Появился Пимен с кожаной сумой, в которой хранились снадобья, коими наделил пасечник. Знал Пимен, чем напоить князя, чтобы очнулся. Но снадобье подействовало не сразу. Вновь подвесили холсты меж коней, уложили князя в люльку и медленно продолжали путь на север. В первом же большом селении Глеб остановился на постоялом дворе и попытался найти учёного лекаря. Однако попытки его были тщетны. Оставалось поверить в силу снадобья пасечника Кирилла и стараниям Пимена.
Только в октябре, на Покров день, когда выпал первый снег, Илья смог встать с постели, но был он слаб до того, что его шатало, словно от ветра. В путь тем не менее тронулись. Князь Илья ехал в возке, на мягком сене, много спал, угревшись под овчинной полостью. Двигались тихо. До Бреславля осталось меньше ста вёрст, и в этот день воины Глеба, что ехали впереди подводы, заметили на окоёме отряд всадников. Один из воинов рысью вернулся к полусотне и доложил Глебу:
— Сотский–батюшка, идёт встречь нас конная ватажка.

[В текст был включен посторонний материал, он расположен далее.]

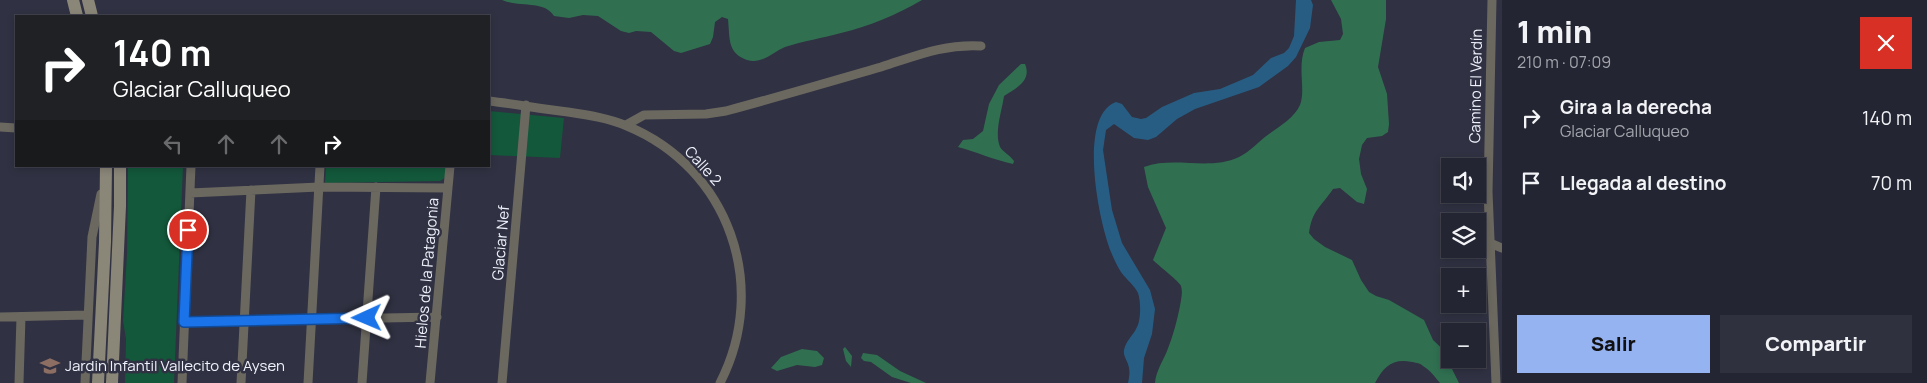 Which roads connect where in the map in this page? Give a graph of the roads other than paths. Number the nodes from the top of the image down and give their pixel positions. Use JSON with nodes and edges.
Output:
{"nodes":[{"id":1,"x":73,"y":0,"type":"edge"},
{"id":2,"x":88,"y":0,"type":"edge"},
{"id":3,"x":1492,"y":0,"type":"edge"},
{"id":4,"x":77,"y":15,"type":"edge"},
{"id":5,"x":92,"y":15,"type":"edge"},
{"id":6,"x":981,"y":46,"type":"dead end"},
{"id":7,"x":490,"y":101,"type":"edge"},
{"id":8,"x":526,"y":106,"type":"junction"},
{"id":9,"x":626,"y":125,"type":"junction"},
{"id":10,"x":0,"y":127,"type":"edge"},
{"id":11,"x":15,"y":128,"type":"edge"},
{"id":12,"x":106,"y":167,"type":"edge"},
{"id":13,"x":106,"y":167,"type":"edge"},
{"id":14,"x":120,"y":167,"type":"edge"},
{"id":15,"x":191,"y":167,"type":"edge"},
{"id":16,"x":320,"y":167,"type":"edge"},
{"id":17,"x":450,"y":167,"type":"edge"},
{"id":18,"x":319,"y":187,"type":"junction"},
{"id":19,"x":376,"y":187,"type":"junction"},
{"id":20,"x":448,"y":188,"type":"junction"},
{"id":21,"x":251,"y":190,"type":"junction"},
{"id":22,"x":190,"y":193,"type":"junction"},
{"id":23,"x":1490,"y":243,"type":"junction"},
{"id":24,"x":1502,"y":248,"type":"edge"},
{"id":25,"x":88,"y":315,"type":"junction"},
{"id":26,"x":0,"y":317,"type":"edge"},
{"id":27,"x":21,"y":317,"type":"junction"},
{"id":28,"x":437,"y":317,"type":"junction"},
{"id":29,"x":367,"y":318,"type":"junction"},
{"id":30,"x":312,"y":319,"type":"junction"},
{"id":31,"x":244,"y":321,"type":"junction"},
{"id":32,"x":184,"y":322,"type":"junction"},
{"id":33,"x":19,"y":383,"type":"edge"},
{"id":34,"x":85,"y":383,"type":"edge"},
{"id":35,"x":98,"y":383,"type":"edge"},
{"id":36,"x":112,"y":383,"type":"edge"},
{"id":37,"x":182,"y":383,"type":"edge"},
{"id":38,"x":241,"y":383,"type":"edge"},
{"id":39,"x":308,"y":383,"type":"edge"},
{"id":40,"x":362,"y":383,"type":"edge"},
{"id":41,"x":430,"y":383,"type":"edge"},
{"id":42,"x":502,"y":383,"type":"edge"},
{"id":43,"x":720,"y":383,"type":"edge"},
{"id":44,"x":1496,"y":383,"type":"edge"}],
"edges":[{"from":1,"to":4,"type":"main road"},
{"from":2,"to":5,"type":"main road"},
{"from":3,"to":23,"type":"street","name":"Camino El Verdín"},
{"from":6,"to":9,"type":"street"},
{"from":7,"to":8,"type":"street","name":"Calle 2"},
{"from":8,"to":9,"type":"street","name":"Calle 2"},
{"from":8,"to":42,"type":"street","name":"Glaciar Nef"},
{"from":9,"to":43,"type":"street","name":"Calle 2"},
{"from":10,"to":11,"type":"street"},
{"from":12,"to":25,"type":"street"},
{"from":13,"to":35,"type":"main road"},
{"from":14,"to":36,"type":"main road"},
{"from":15,"to":22,"type":"street"},
{"from":16,"to":18,"type":"street"},
{"from":17,"to":20,"type":"street","name":"Hielos de la Patagonia"},
{"from":18,"to":19,"type":"street"},
{"from":18,"to":21,"type":"street"},
{"from":18,"to":30,"type":"street"},
{"from":19,"to":20,"type":"street"},
{"from":19,"to":29,"type":"street"},
{"from":20,"to":28,"type":"street","name":"Hielos de la Patagonia"},
{"from":21,"to":22,"type":"street"},
{"from":21,"to":31,"type":"street"},
{"from":22,"to":32,"type":"street"},
{"from":23,"to":24,"type":"street"},
{"from":23,"to":44,"type":"street","name":"Camino El Verdín"},
{"from":25,"to":27,"type":"street"},
{"from":25,"to":34,"type":"street"},
{"from":26,"to":27,"type":"street"},
{"from":27,"to":33,"type":"street"},
{"from":28,"to":29,"type":"street"},
{"from":28,"to":41,"type":"street","name":"Hielos de la Patagonia"},
{"from":29,"to":30,"type":"street"},
{"from":29,"to":40,"type":"street"},
{"from":30,"to":31,"type":"street"},
{"from":30,"to":39,"type":"street"},
{"from":31,"to":32,"type":"street"},
{"from":31,"to":38,"type":"street"},
{"from":32,"to":37,"type":"street"}]}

— Сколько их? — спросил Глеб.
— Да столько же, сколько нас, поди…
— Скачи к дозору, узнайте, кто такие. Мы в роще вас ждём.
— Как велено, так и исполню, — ответил ратник и ускакал к сотоварищам.
Прошло совсем немного времени, и два отряда встретились. Первым в лесок примчал дозорный.
— Это Карп с полусотней! — закричал он.
Вот уже сам Карп появился в лесочке и подскакал к князю Илье.
— Батюшка–князь, здоров будь! — крикнул он и соскочил с коня. — Матушка–государыня ждёт тебя не дождётся.
— Как она?
— Да мается за тебя, за сынка.
У князя перехватило дыхание, слёзы на глаза навернулись.